House debates

Tuesday, 28 May 2013

Bills

Parliamentary Service Amendment (Parliamentary Budget Officer) Bill 2013; Second Reading

5:50 pm

Photo of Scott BuchholzScott Buchholz (Wright, Liberal Party) Share this | Hansard source

I join with my colleagues in supporting the Parliamentary Service Amendment (Parliamentary Budget Officer) Bill 2013. Like it has done on many occasions, the coalition has come into this House and supported legislation by this government. I think we support 87 per cent of the bills that come before this House, so it perplexes me somewhat how often I hear in the media of the negativity of the coalition, when the facts speak for themselves on how we have worked. The bill before us today speaks of the development of the PBO, the Parliamentary Budget Officer. This is a well-overdue—and agreed by the coalition—position helping to understand costings, because, by jingo, it can be difficult at that time of the year trying to forecast what revenues could look like. I am going to get to some absolute crackers of revenue forecasts and some expenditure that hopefully in future the PBO will be able to enlighten me about.

One of the other things that the PBO will do is start us all from the same assumption points. Suppose I were to make an assumption in an expenditure over the forward estimates and I were to use an assumption from an economic perspective. Just say I was in the mining sector and I was going to use the long-term average of sales. The flow-on assumptions over the forward estimates, if I were to use a different set of assumptions—say over the short-term average—would be vastly different. There would be billions and billions of dollars difference over the forward estimates. One of the benefits that this bill gives us is being able to compare apples and oranges. There are actually five parts to this bill, and it introduces a sixth, which I will get to.

It came about from the Joint Select Committee on the Parliamentary Budget Office, out of the parliamentary process, which subsequently recommended that the PBO be established. I touched on the assumptions. The PBO prepares costings on request by parliamentarians outside the caretaker period, and it prepares policy costings on request by authorised members of the parliamentary parties. It can prepare responses to parliamentarians' requests relating to the budget, and it prepares submissions to inquiries of parliamentary committees at the request of committees. It can conduct research and analysis on budget and fiscal policy settings of its own initiative.

During the course of an election campaign, parties on both sides will make commitments to what they want to fund. Some of those will be funded internally. Just say you had a rogue person in your ranks who went out and promised something collectively in their electorate that was not part of the party's funding mechanism, the PBO would be able to bring that in in the evaluation process and say, 'Hey, you've got too many dollars being spent twice here'—and money being spent twice is often the case.

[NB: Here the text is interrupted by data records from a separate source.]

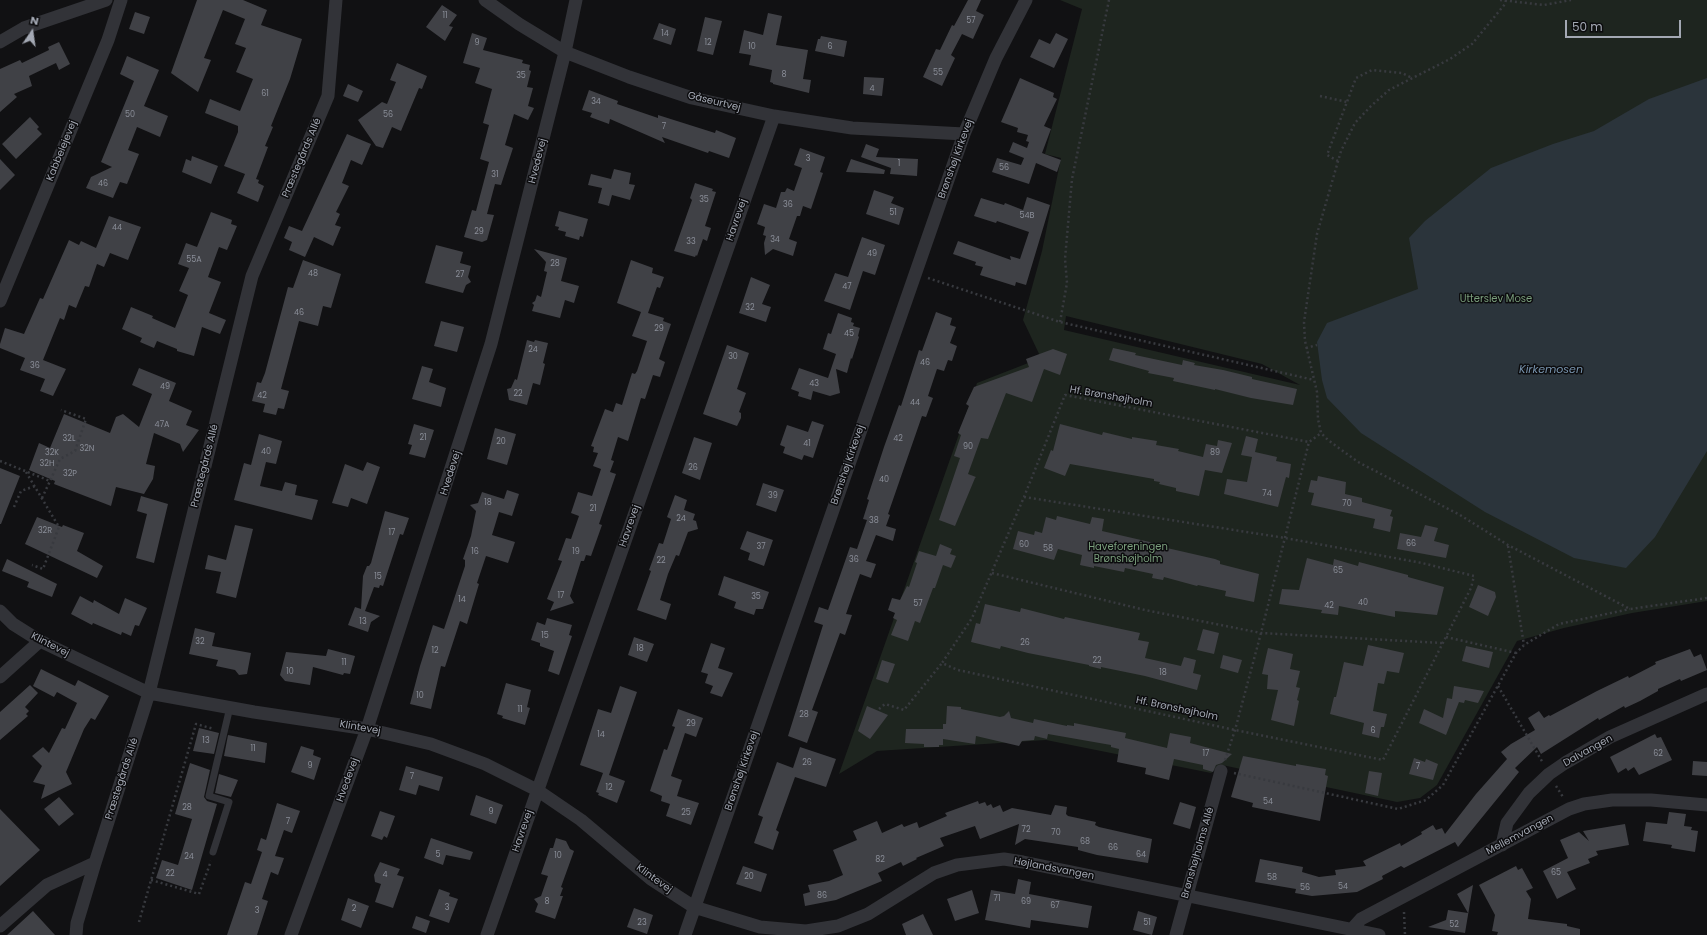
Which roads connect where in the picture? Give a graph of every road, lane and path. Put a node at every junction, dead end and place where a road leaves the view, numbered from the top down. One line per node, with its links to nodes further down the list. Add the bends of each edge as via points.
1 (106, 0): 11 (street, via 24,28)
2 (121, 0): 20 (street, Kabbelejevej, via 108,40)
3 (336, 0): 51 (street, Præstegårds Allé, via 328,96 252,276)
4 (485, 0): 12 (street, Gåseurtvej)
5 (576, 0): 12 (street, Hvedevej)
6 (1026, 0): 17 (street, Brønshøj Kirkevej, via 996,58)
7 (1109, 0): 21 (path, via 1072,179 1065,259 1067,283)
8 (1500, 0): 10 (path)
9 (1571, 0): 10 (path, via 1544,5)
10 (1506, 1): 13 (path, via 1472,44 1450,59)
11 (0, 42)
12 (565, 52): 16 (street, Gåseurtvej, via 692,98); 55 (street, Hvedevej, via 491,344)
13 (1412, 78): 15 (path, via 1402,73 1372,70 1356,78); 18 (path, via 1389,90 1355,123)
14 (1320, 96): 15 (path)
15 (1347, 102): 18 (path, via 1327,155)
16 (774, 116): 17 (street, Gåseurtvej, via 852,128); 60 (street, Havrevej)
17 (964, 134): 19 (street, Brønshøj Kirkevej)
18 (1338, 161): 23 (path, via 1317,234 1304,322)
19 (915, 274): 21 (path); 68 (street, Brønshøj Kirkevej)
20 (0, 301)
21 (1060, 322): 24 (path)
22 (1317, 345): 23 (path)
23 (1306, 348): 24 (path)
24 (1314, 380): 26 (path)
25 (61, 410): 30 (path, via 86,419 75,451 60,459)
26 (1321, 433): 27 (path); 36 (path, via 1358,462 1460,515)
27 (1309, 442): 32 (path, Hf. Brønshøjholm, via 1065,395); 35 (path)
28 (0, 462): 29 (path)
29 (26, 471): 30 (path); 31 (path)
30 (50, 481): 33 (path)
31 (35, 486): 33 (path); 34 (path, via 21,491)
32 (1024, 497): 35 (path, Hf. Brønshøjholm); 38 (path, Hf. Brønshøjholm)
33 (42, 498): 37 (path, via 59,527 43,569)
34 (14, 507)
35 (1284, 538): 42 (path); 43 (path, Hf. Brønshøjholm, via 1422,563 1474,576 1471,588)
36 (1508, 545): 40 (path); 46 (path)
37 (32, 565)
38 (992, 572): 42 (path, via 1145,610); 48 (path, Hf. Brønshøjholm, via 972,618)
39 (1707, 598): 40 (path)
40 (1630, 609): 46 (path, via 1559,624)
41 (0, 611): 44 (street, Klintevej, via 13,624)
42 (1261, 633): 45 (path); 56 (path)
43 (1446, 637): 45 (path, Hf. Brønshøjholm); 47 (path)
44 (40, 641): 49 (street); 51 (street, Klintevej)
45 (1442, 643): 56 (path, Hf. Brønshøjholm, via 1383,760)
46 (1524, 645): 47 (path)
47 (1516, 653): 50 (path)
48 (942, 663): 54 (path, via 904,710 885,704); 56 (path, Hf. Brønshøjholm, via 958,670)
49 (0, 677)
50 (1498, 685): 58 (path, via 1443,785 1426,800 1398,809); 59 (path)
51 (149, 693): 53 (street, Klintevej); 65 (street, Præstegårds Allé)
52 (1707, 694): 59 (street, Dalvangen, via 1610,738)
53 (230, 707): 55 (street, Klintevej); 57 (lane)
54 (879, 709)
55 (367, 729): 60 (street, Klintevej, via 431,744 485,764); 75 (street, Hvedevej)
56 (1235, 730): 58 (path)
57 (224, 732): 64 (lane, via 209,796 229,802); 66 (path, via 196,724)
58 (1221, 771): 67 (street, Brønshøjholms Allé)
59 (1549, 774): 62 (path); 63 (street, Dalvangen, via 1529,793 1507,823)
60 (537, 790): 68 (street, Klintevej, via 581,820 651,879); 76 (street, Havrevej)
61 (1707, 805): 62 (street, Mellemvangen, via 1651,800 1612,800)
62 (1569, 809): 63 (street, Mellemvangen)
63 (1502, 845): 73 (street, Mellemvangen, via 1360,919)
64 (214, 852): 66 (path, via 199,894)
65 (95, 863): 71 (street, via 47,885); 74 (street, Præstegårds Allé)
66 (151, 880): 70 (path)
67 (1185, 896): 68 (street, Højlandsvangen, via 1004,859 957,865 934,873 868,914 846,924 826,929 806,931 760,927); 72 (street, Højlandsvangen); 78 (street, Brønshøjholms Allé)
68 (694, 907): 77 (street, Brønshøj Kirkevej)
69 (1404, 909): 80 (path)
70 (139, 922)
71 (0, 926)
72 (1326, 930): 73 (street, Højlandsvangen)
73 (1351, 930): 79 (street, Højlandsvangen)
74 (76, 935)
75 (291, 935)
76 (487, 935)
77 (684, 935)
78 (1176, 935)
79 (1379, 935)
80 (1405, 935)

The amendments to the bill include a period of 48 hours for rebuttal, where you can go back to the PBO about the post-election report, which I will speak on at length. That is a welcome addition, because in the past it seemed like the PBO was just too quick to get to a camera to highlight inefficiencies, as opposed to doing the job that it is supposed to do.

One of the outcomes I think we are trying to achieve here is to see who gets the 'pants on fire' award when it comes to budget costings!

An unknown member interjecting

You know about that one! The PBO will be required to prepare a report before the end of 30 days after the election for each parliamentary party on the costings of publicly announced policies and the impact the total combined costs of those policies would have on the Commonwealth budget. So you will put your costings in and 30 days later you will have the outcome of the PBO's decisions. There do not seem to be any real consequences for or negative impact on a party if they do it wrong, because—guess what—the election will already be over. That is probably an area that we could look at bringing forward to give people a little bit more information.

With regard to the amendments, this bill keeps on morphing. It morphs. There seem to be a million amendments to the government's original amendments to the legislation. The coalition indicated its support for the legislation before us today.

Up to now, the PBO legislation has not mandated that any of the parties provide information to the PBO; it has been a voluntary arrangement struck under agreements. Although these new provisions entail compulsion, there are no penalties, as I said. This amendment bill really focuses on honesty and the Charter of Budget Honesty. The PBO is not required to take account of any comments provided by parliamentary parties. However, the post-election report must set out comments provided and note if no comments were provided. That is just a summary of what I said before.

These arrangements are an improvement on the post-election 'audit' that the coalition was subjected to after the 2010 election. As a result, we do welcome the bill. The PBO is something that we can work with. We support it in its entirety. We will continue to monitor the effectiveness of this. We trust that the intent of the bill is sound, and therefore it has our support, along with the many other bills that come before this House that have our support.